» **Aim of the task**: All of the data is to be written out again exactly, without the pictures.

===== Listed records =====

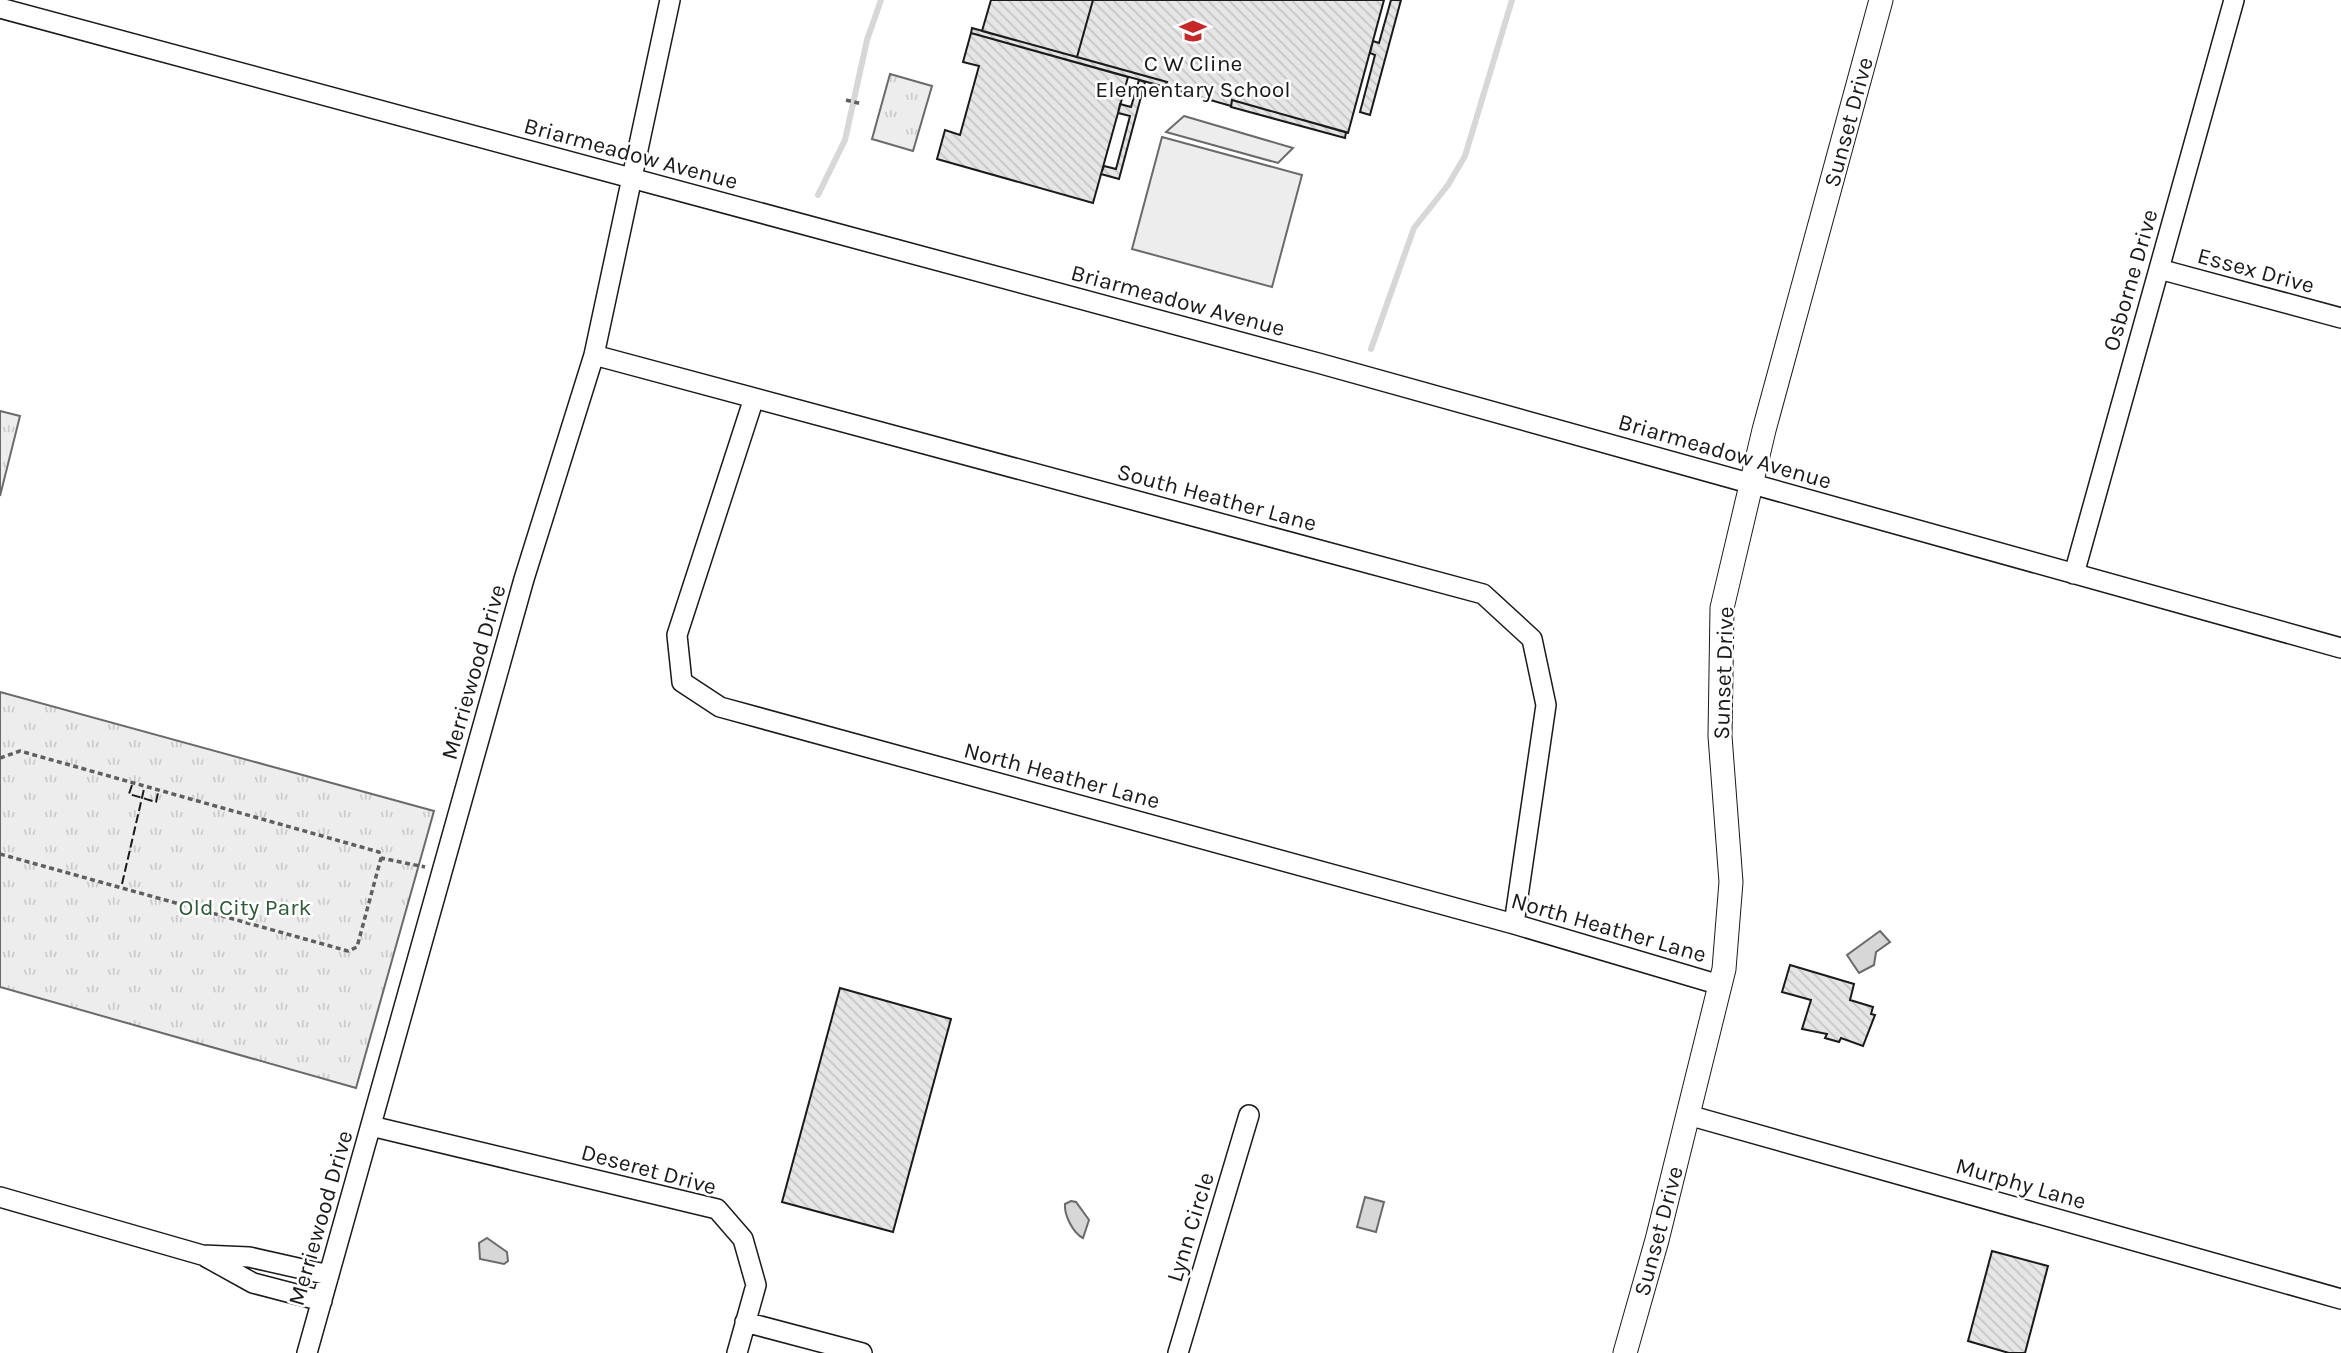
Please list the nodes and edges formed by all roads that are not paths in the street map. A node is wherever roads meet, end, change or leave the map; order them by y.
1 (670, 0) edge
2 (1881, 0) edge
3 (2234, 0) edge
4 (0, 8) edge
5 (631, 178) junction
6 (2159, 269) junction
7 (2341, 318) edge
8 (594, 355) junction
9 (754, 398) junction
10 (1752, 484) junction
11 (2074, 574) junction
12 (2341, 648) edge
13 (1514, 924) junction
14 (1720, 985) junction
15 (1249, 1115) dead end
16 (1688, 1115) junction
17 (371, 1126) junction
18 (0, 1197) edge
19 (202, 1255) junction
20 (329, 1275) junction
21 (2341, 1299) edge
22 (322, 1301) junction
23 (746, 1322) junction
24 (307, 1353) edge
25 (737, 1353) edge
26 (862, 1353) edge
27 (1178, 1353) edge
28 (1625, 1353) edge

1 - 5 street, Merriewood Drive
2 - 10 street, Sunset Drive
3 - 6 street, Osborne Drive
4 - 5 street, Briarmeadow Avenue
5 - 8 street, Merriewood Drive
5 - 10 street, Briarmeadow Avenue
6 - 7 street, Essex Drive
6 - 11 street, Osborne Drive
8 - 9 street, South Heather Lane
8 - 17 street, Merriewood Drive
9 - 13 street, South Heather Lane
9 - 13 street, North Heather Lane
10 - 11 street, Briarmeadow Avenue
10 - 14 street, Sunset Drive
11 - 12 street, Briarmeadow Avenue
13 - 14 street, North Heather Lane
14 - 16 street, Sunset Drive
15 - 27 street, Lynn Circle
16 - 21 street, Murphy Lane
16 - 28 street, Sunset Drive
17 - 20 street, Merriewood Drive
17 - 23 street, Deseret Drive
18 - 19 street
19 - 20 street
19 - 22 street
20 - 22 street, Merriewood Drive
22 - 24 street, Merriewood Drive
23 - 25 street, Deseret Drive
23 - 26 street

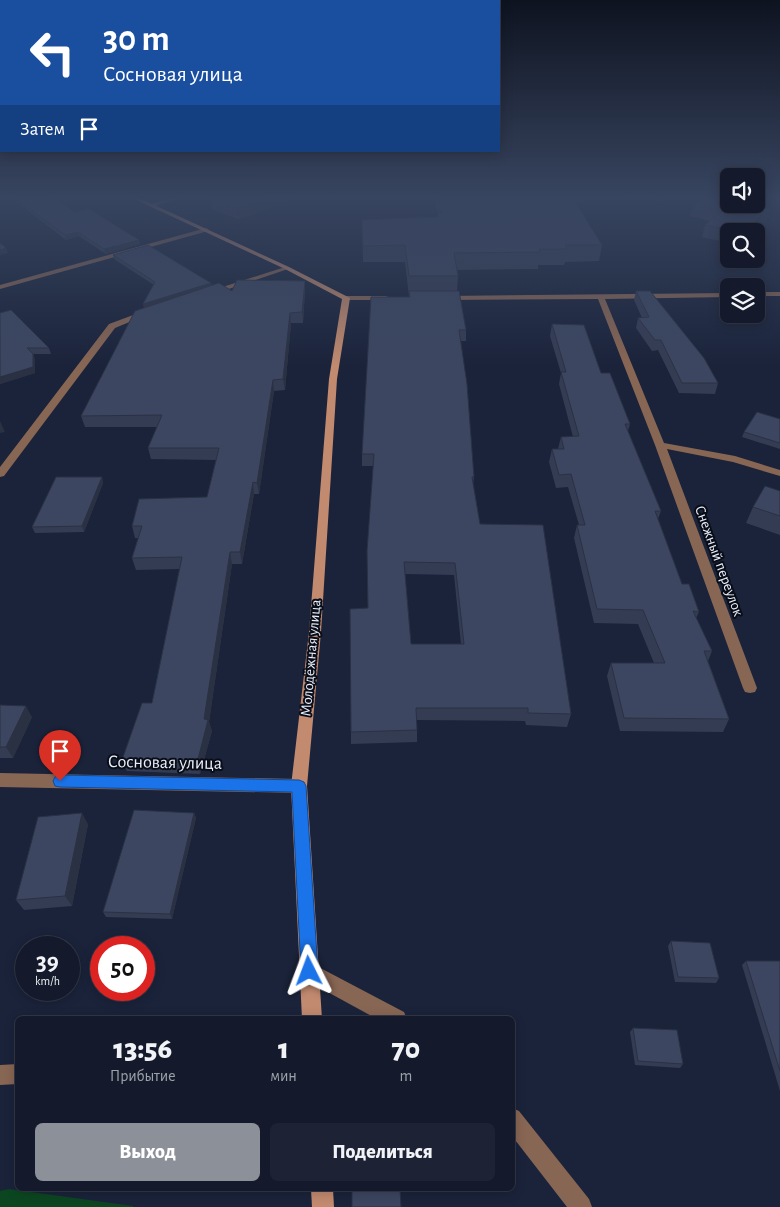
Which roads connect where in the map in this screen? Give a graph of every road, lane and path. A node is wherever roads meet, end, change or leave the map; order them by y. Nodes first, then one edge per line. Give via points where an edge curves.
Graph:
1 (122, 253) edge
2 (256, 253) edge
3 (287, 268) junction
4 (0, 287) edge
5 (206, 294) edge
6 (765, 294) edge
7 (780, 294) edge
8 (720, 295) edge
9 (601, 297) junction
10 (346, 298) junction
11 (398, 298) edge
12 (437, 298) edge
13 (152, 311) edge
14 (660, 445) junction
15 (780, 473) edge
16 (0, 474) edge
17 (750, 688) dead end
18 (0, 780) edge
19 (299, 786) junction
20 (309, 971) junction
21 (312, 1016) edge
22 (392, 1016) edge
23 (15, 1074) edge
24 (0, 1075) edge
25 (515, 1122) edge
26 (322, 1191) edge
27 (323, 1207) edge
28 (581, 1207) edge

=====

» **Solution below**:
Please list the nodes and edges formed by all roads that are not paths in the street map. A node is wherever roads meet, end, change or leave the map; order them by y.
1 (670, 0) edge
2 (1881, 0) edge
3 (2234, 0) edge
4 (0, 8) edge
5 (631, 178) junction
6 (2159, 269) junction
7 (2341, 318) edge
8 (594, 355) junction
9 (754, 398) junction
10 (1752, 484) junction
11 (2074, 574) junction
12 (2341, 648) edge
13 (1514, 924) junction
14 (1720, 985) junction
15 (1249, 1115) dead end
16 (1688, 1115) junction
17 (371, 1126) junction
18 (0, 1197) edge
19 (202, 1255) junction
20 (329, 1275) junction
21 (2341, 1299) edge
22 (322, 1301) junction
23 (746, 1322) junction
24 (307, 1353) edge
25 (737, 1353) edge
26 (862, 1353) edge
27 (1178, 1353) edge
28 (1625, 1353) edge

1 - 5 street, Merriewood Drive
2 - 10 street, Sunset Drive
3 - 6 street, Osborne Drive
4 - 5 street, Briarmeadow Avenue
5 - 8 street, Merriewood Drive
5 - 10 street, Briarmeadow Avenue
6 - 7 street, Essex Drive
6 - 11 street, Osborne Drive
8 - 9 street, South Heather Lane
8 - 17 street, Merriewood Drive
9 - 13 street, South Heather Lane
9 - 13 street, North Heather Lane
10 - 11 street, Briarmeadow Avenue
10 - 14 street, Sunset Drive
11 - 12 street, Briarmeadow Avenue
13 - 14 street, North Heather Lane
14 - 16 street, Sunset Drive
15 - 27 street, Lynn Circle
16 - 21 street, Murphy Lane
16 - 28 street, Sunset Drive
17 - 20 street, Merriewood Drive
17 - 23 street, Deseret Drive
18 - 19 street
19 - 20 street
19 - 22 street
20 - 22 street, Merriewood Drive
22 - 24 street, Merriewood Drive
23 - 25 street, Deseret Drive
23 - 26 street

Which roads connect where in the map in this screen? Give a graph of every road, lane and path. A node is wherever roads meet, end, change or leave the map; order them by y. Nodes first, then one edge per line. Give via points where an edge curves.
Graph:
1 (122, 253) edge
2 (256, 253) edge
3 (287, 268) junction
4 (0, 287) edge
5 (206, 294) edge
6 (765, 294) edge
7 (780, 294) edge
8 (720, 295) edge
9 (601, 297) junction
10 (346, 298) junction
11 (398, 298) edge
12 (437, 298) edge
13 (152, 311) edge
14 (660, 445) junction
15 (780, 473) edge
16 (0, 474) edge
17 (750, 688) dead end
18 (0, 780) edge
19 (299, 786) junction
20 (309, 971) junction
21 (312, 1016) edge
22 (392, 1016) edge
23 (15, 1074) edge
24 (0, 1075) edge
25 (515, 1122) edge
26 (322, 1191) edge
27 (323, 1207) edge
28 (581, 1207) edge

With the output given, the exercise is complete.